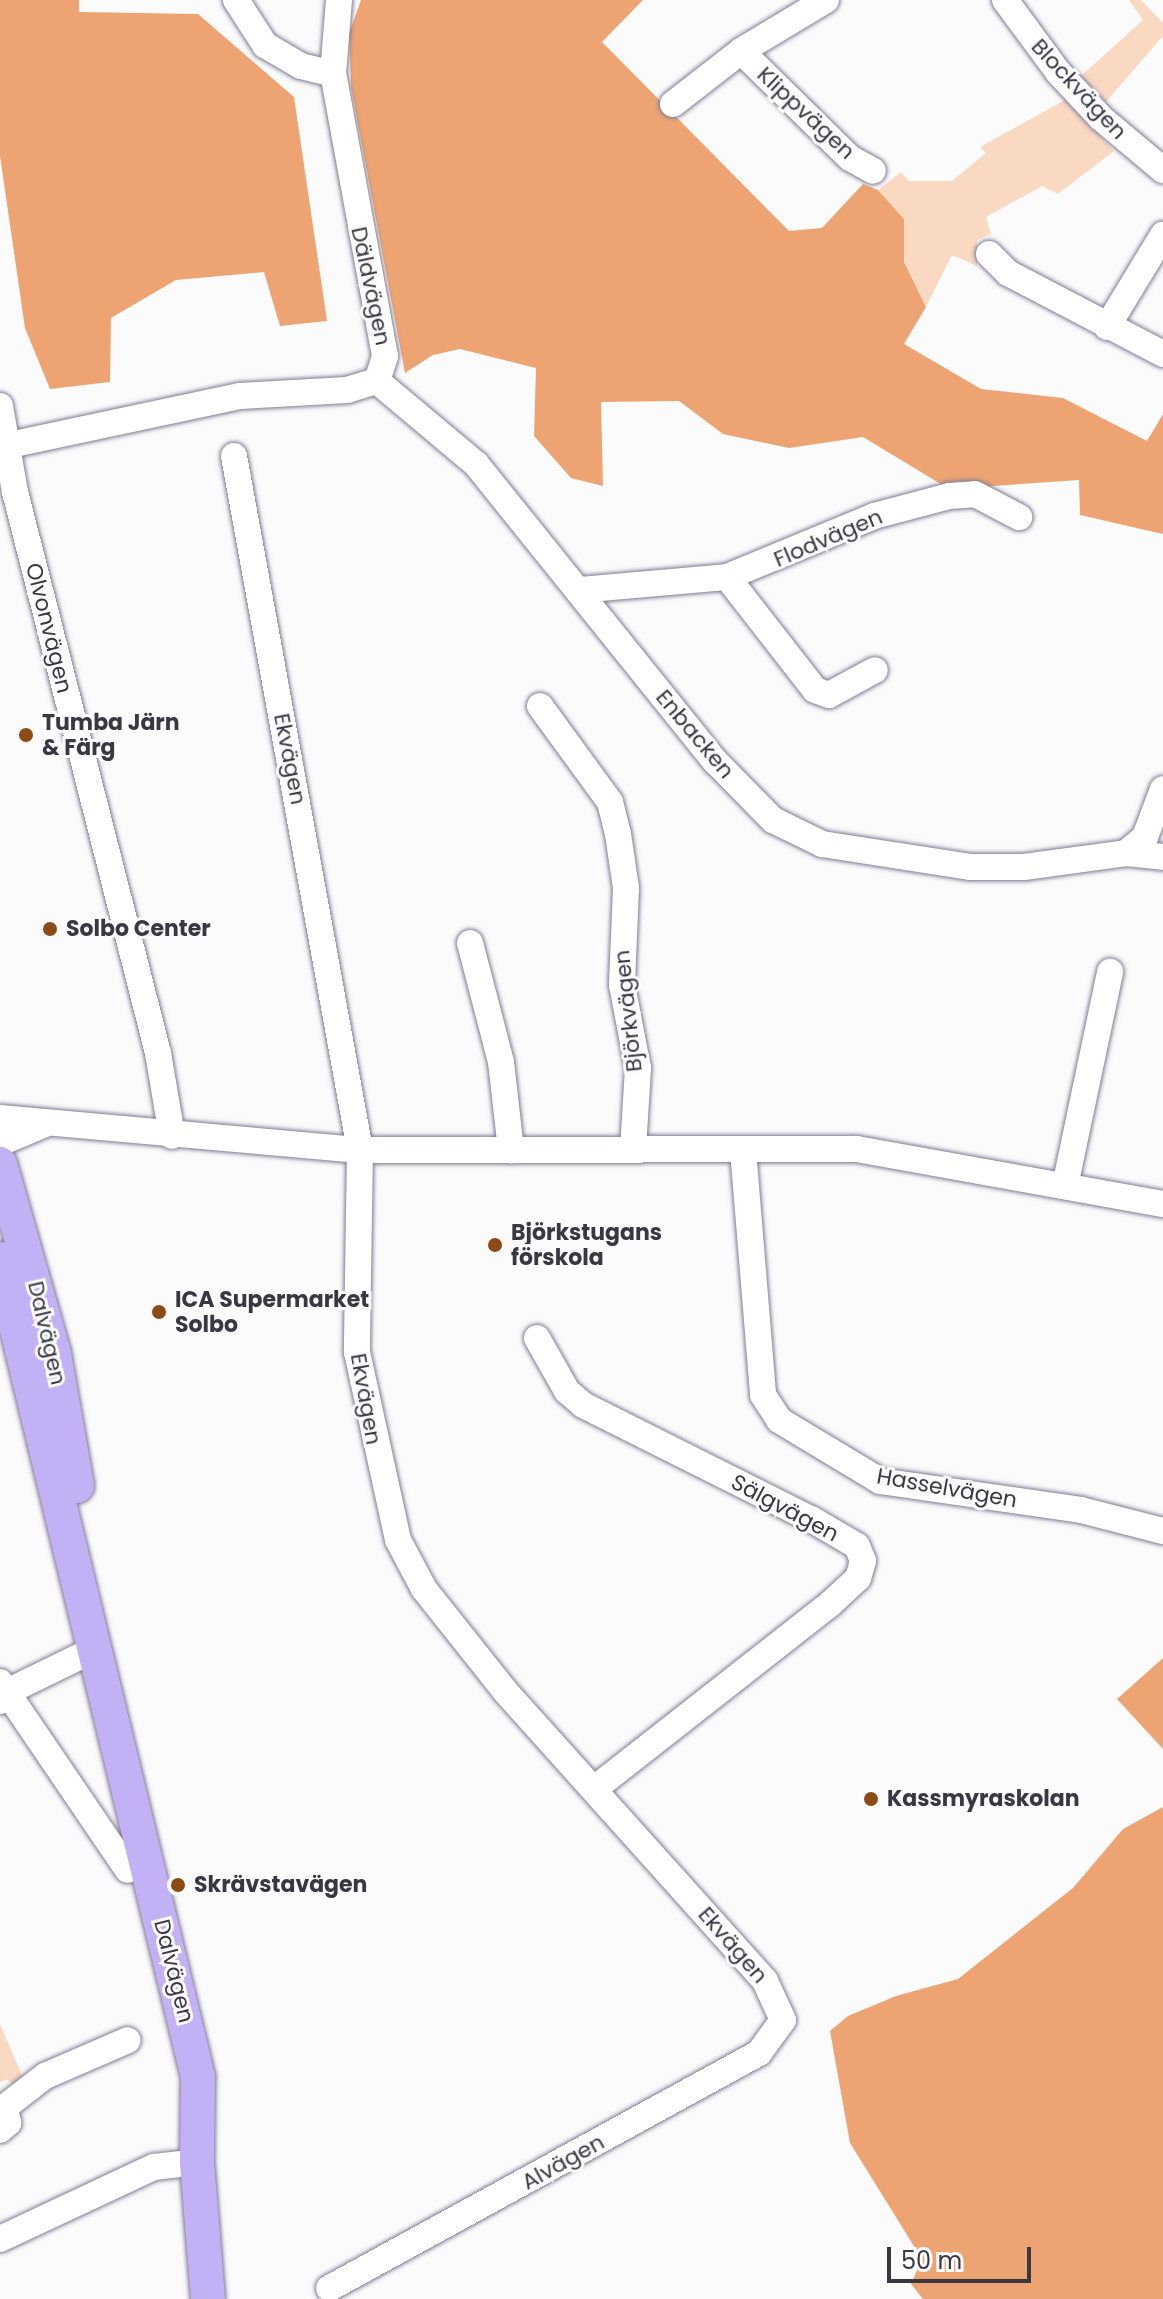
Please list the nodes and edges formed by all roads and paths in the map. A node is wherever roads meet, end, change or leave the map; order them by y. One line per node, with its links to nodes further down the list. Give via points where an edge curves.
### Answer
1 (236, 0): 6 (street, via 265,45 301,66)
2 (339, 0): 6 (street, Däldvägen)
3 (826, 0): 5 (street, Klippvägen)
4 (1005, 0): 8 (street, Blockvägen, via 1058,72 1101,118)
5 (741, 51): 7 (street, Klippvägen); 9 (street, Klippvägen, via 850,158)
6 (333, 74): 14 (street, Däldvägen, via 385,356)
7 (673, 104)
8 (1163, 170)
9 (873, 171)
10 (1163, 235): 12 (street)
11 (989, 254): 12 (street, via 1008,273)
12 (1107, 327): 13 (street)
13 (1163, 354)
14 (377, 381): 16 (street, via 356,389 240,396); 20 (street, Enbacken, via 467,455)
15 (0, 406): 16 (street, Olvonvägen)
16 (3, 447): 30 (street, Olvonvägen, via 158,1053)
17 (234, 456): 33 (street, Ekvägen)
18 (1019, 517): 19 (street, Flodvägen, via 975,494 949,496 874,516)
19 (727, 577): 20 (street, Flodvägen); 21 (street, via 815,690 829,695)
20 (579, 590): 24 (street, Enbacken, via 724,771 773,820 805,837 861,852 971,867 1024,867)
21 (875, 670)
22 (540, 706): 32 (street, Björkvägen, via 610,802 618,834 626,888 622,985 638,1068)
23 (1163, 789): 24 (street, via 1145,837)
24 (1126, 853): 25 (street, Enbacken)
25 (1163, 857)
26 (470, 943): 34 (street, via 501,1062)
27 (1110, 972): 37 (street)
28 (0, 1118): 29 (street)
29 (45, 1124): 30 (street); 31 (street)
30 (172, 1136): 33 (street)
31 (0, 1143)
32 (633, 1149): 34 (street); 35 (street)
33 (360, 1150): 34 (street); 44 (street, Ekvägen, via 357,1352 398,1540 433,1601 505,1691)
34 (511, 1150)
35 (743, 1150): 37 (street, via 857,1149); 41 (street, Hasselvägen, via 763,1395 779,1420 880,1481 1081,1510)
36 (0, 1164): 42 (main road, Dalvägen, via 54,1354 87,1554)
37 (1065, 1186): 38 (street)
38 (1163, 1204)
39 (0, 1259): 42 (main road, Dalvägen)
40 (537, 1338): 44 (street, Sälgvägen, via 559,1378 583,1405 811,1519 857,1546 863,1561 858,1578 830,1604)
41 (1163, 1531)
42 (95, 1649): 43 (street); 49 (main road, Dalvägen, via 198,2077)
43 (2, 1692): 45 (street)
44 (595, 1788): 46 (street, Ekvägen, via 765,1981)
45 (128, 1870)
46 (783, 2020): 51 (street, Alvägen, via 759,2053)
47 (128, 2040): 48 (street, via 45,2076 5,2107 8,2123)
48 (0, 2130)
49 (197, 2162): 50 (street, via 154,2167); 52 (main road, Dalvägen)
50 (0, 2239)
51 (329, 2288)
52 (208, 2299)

______________________________

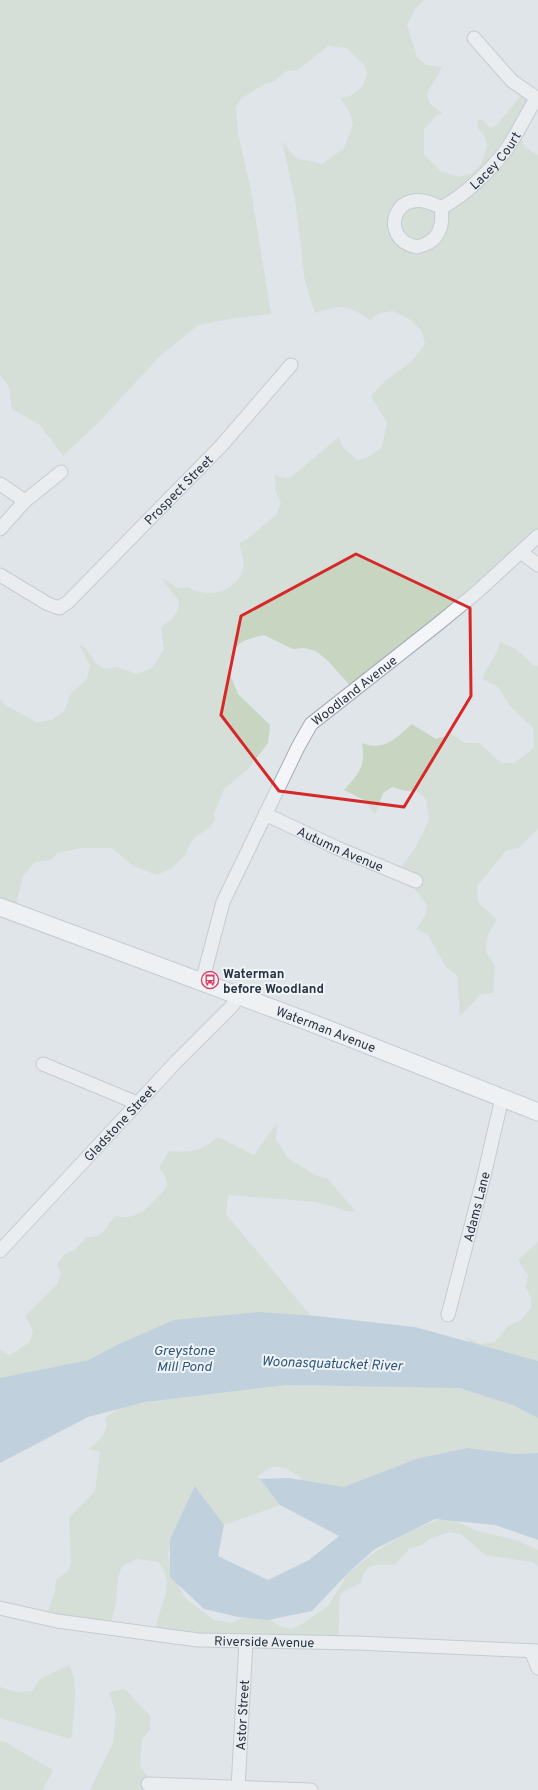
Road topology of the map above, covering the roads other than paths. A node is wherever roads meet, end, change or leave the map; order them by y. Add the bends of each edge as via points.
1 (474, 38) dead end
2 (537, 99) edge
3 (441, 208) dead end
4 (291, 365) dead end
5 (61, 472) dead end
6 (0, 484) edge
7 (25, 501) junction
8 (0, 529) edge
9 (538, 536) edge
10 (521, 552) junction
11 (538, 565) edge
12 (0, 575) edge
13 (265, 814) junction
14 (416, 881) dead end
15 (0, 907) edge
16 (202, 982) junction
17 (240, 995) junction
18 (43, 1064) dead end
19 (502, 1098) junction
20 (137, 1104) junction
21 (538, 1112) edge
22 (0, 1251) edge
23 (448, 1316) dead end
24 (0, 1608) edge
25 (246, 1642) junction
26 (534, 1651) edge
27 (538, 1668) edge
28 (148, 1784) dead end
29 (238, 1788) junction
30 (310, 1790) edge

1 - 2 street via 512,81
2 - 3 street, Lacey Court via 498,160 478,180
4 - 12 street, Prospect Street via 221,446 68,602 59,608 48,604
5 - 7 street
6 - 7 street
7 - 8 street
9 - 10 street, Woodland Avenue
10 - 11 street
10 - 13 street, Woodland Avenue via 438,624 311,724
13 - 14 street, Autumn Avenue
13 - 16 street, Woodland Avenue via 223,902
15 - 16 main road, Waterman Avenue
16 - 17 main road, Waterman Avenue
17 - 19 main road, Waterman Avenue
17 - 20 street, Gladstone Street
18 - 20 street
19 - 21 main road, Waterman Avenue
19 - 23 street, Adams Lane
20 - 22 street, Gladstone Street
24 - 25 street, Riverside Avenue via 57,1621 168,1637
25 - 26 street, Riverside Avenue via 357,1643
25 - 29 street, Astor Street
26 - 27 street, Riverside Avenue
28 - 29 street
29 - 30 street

______________________________

◆ PROBLEM STATEMENT:
Show the lines of the data that hold the word "Olvonvägen".

◆ ANSWER AREA:
15 (0, 406): 16 (street, Olvonvägen)
16 (3, 447): 30 (street, Olvonvägen, via 158,1053)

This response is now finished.